» The task: Please take the records that follow and repeat exactly the lines starting with the line with "div /now exch def" and going on through the line with "0 1172 translate 1 -1 scale".

» Data to process:
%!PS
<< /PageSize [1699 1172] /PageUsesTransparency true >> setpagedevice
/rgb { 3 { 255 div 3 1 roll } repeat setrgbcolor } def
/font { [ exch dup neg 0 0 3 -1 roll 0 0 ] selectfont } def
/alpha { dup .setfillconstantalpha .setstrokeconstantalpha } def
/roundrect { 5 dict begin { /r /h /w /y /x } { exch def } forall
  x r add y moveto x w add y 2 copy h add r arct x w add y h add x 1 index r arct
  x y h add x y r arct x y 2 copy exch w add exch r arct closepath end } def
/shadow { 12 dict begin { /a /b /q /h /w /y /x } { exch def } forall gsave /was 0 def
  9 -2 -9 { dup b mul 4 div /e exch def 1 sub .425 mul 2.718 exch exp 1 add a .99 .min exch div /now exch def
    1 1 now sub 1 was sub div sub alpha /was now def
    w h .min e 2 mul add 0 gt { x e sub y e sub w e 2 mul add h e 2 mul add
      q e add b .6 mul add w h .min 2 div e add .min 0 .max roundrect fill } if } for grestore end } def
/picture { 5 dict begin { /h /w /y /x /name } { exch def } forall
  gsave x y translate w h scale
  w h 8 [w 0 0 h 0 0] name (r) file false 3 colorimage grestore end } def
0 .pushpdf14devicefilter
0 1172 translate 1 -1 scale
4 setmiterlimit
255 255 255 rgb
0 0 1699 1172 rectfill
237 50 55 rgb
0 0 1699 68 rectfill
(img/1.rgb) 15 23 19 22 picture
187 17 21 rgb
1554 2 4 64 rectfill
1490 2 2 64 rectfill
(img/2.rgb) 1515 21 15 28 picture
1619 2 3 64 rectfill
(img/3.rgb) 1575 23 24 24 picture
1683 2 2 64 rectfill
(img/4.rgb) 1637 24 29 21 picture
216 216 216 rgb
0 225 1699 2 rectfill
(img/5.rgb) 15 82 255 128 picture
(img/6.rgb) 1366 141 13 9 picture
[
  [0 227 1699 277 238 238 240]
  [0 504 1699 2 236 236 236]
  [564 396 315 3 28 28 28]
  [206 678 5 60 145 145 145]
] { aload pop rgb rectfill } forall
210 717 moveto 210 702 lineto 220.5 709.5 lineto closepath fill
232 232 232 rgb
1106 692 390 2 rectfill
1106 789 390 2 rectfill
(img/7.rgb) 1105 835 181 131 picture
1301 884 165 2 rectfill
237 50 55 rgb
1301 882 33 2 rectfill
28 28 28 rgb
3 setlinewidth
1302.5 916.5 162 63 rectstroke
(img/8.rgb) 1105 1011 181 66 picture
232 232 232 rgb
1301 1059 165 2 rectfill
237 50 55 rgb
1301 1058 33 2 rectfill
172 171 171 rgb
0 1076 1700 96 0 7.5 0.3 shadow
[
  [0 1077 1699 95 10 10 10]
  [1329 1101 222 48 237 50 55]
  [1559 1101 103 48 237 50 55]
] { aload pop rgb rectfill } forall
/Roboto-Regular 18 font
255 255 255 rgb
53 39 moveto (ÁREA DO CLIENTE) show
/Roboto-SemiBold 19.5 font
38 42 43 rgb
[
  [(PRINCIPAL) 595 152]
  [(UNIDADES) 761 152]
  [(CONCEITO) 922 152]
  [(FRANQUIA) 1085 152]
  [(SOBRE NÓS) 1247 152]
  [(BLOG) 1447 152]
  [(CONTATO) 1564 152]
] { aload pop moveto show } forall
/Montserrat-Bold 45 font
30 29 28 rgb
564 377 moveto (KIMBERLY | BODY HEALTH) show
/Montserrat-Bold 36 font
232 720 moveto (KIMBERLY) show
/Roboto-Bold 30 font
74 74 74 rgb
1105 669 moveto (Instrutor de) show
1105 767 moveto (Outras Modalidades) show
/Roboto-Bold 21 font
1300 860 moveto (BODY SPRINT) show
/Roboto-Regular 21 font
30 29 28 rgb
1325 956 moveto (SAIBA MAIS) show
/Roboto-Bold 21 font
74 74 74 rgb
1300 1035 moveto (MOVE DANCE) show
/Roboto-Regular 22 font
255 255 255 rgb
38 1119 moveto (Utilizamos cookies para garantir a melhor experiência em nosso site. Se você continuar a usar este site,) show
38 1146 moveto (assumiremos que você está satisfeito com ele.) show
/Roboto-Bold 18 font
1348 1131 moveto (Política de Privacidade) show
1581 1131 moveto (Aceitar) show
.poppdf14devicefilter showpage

---

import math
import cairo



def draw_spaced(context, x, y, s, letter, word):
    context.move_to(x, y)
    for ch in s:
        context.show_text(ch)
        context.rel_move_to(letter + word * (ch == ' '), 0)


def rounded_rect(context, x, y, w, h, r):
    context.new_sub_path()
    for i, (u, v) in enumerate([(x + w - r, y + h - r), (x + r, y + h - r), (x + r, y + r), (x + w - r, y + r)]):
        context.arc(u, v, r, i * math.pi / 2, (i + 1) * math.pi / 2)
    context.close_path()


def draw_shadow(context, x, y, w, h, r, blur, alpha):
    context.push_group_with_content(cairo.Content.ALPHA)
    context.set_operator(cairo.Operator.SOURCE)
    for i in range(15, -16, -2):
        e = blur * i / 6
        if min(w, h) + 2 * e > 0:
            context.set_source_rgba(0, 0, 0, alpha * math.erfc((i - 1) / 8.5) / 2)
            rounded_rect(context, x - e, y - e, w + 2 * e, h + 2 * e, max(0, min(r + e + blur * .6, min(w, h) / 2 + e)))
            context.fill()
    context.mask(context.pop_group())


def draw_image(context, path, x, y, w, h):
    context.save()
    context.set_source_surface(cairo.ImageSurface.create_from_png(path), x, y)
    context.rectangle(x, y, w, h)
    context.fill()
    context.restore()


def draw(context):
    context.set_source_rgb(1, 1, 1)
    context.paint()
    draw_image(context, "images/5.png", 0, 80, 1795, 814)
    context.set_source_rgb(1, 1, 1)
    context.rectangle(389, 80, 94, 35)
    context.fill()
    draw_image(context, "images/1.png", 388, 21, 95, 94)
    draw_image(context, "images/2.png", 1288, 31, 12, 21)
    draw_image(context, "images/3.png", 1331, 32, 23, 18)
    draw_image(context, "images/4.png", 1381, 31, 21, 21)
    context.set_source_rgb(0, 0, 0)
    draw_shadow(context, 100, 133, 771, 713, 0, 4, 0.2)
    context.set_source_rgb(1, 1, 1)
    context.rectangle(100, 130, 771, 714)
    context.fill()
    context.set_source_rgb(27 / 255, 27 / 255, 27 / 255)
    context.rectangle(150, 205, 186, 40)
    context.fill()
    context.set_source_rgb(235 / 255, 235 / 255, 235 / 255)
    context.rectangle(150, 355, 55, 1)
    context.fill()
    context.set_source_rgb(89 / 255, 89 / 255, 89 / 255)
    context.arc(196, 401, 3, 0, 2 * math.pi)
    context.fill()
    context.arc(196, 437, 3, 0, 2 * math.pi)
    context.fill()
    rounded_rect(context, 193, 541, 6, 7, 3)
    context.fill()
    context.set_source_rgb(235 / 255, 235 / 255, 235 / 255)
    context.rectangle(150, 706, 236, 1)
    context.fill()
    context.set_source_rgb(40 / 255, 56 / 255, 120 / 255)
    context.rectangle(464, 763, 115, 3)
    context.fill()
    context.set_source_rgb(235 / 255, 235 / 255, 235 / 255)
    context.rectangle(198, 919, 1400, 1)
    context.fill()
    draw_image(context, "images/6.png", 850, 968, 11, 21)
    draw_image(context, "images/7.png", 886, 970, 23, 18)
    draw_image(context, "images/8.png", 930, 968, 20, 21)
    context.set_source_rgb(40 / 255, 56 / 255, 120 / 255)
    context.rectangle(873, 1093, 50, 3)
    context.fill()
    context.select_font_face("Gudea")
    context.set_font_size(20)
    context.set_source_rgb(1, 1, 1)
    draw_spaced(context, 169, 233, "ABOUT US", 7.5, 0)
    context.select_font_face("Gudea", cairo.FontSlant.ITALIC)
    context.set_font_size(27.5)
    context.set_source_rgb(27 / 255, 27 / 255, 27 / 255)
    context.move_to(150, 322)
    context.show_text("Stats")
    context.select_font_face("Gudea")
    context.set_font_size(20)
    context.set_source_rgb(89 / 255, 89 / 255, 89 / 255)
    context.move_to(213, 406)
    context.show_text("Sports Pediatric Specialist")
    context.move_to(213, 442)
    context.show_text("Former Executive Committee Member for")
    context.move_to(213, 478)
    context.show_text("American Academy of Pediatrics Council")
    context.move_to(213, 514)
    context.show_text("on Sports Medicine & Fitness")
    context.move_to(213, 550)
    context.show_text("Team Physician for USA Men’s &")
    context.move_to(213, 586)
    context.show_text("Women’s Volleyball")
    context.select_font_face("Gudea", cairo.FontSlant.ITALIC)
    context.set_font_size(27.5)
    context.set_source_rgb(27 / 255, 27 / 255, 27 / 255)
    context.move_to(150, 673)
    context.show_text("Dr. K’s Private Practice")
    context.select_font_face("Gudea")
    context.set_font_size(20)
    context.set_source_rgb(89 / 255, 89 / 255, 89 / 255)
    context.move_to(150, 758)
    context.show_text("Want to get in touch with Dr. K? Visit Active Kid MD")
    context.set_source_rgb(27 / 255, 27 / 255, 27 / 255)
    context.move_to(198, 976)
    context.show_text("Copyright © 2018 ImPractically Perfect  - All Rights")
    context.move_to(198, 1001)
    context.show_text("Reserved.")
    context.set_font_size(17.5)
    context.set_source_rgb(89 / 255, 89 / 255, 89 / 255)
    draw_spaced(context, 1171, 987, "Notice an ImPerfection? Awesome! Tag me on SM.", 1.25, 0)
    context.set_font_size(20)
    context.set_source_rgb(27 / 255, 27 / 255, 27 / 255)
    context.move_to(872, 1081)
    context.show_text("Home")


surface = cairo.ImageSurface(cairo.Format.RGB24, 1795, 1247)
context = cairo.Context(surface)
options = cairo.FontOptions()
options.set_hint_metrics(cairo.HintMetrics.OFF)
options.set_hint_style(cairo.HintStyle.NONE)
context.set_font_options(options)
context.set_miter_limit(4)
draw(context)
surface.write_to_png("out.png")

» Answer for the task:
  9 -2 -9 { dup b mul 4 div /e exch def 1 sub .425 mul 2.718 exch exp 1 add a .99 .min exch div /now exch def
    1 1 now sub 1 was sub div sub alpha /was now def
    w h .min e 2 mul add 0 gt { x e sub y e sub w e 2 mul add h e 2 mul add
      q e add b .6 mul add w h .min 2 div e add .min 0 .max roundrect fill } if } for grestore end } def
/picture { 5 dict begin { /h /w /y /x /name } { exch def } forall
  gsave x y translate w h scale
  w h 8 [w 0 0 h 0 0] name (r) file false 3 colorimage grestore end } def
0 .pushpdf14devicefilter
0 1172 translate 1 -1 scale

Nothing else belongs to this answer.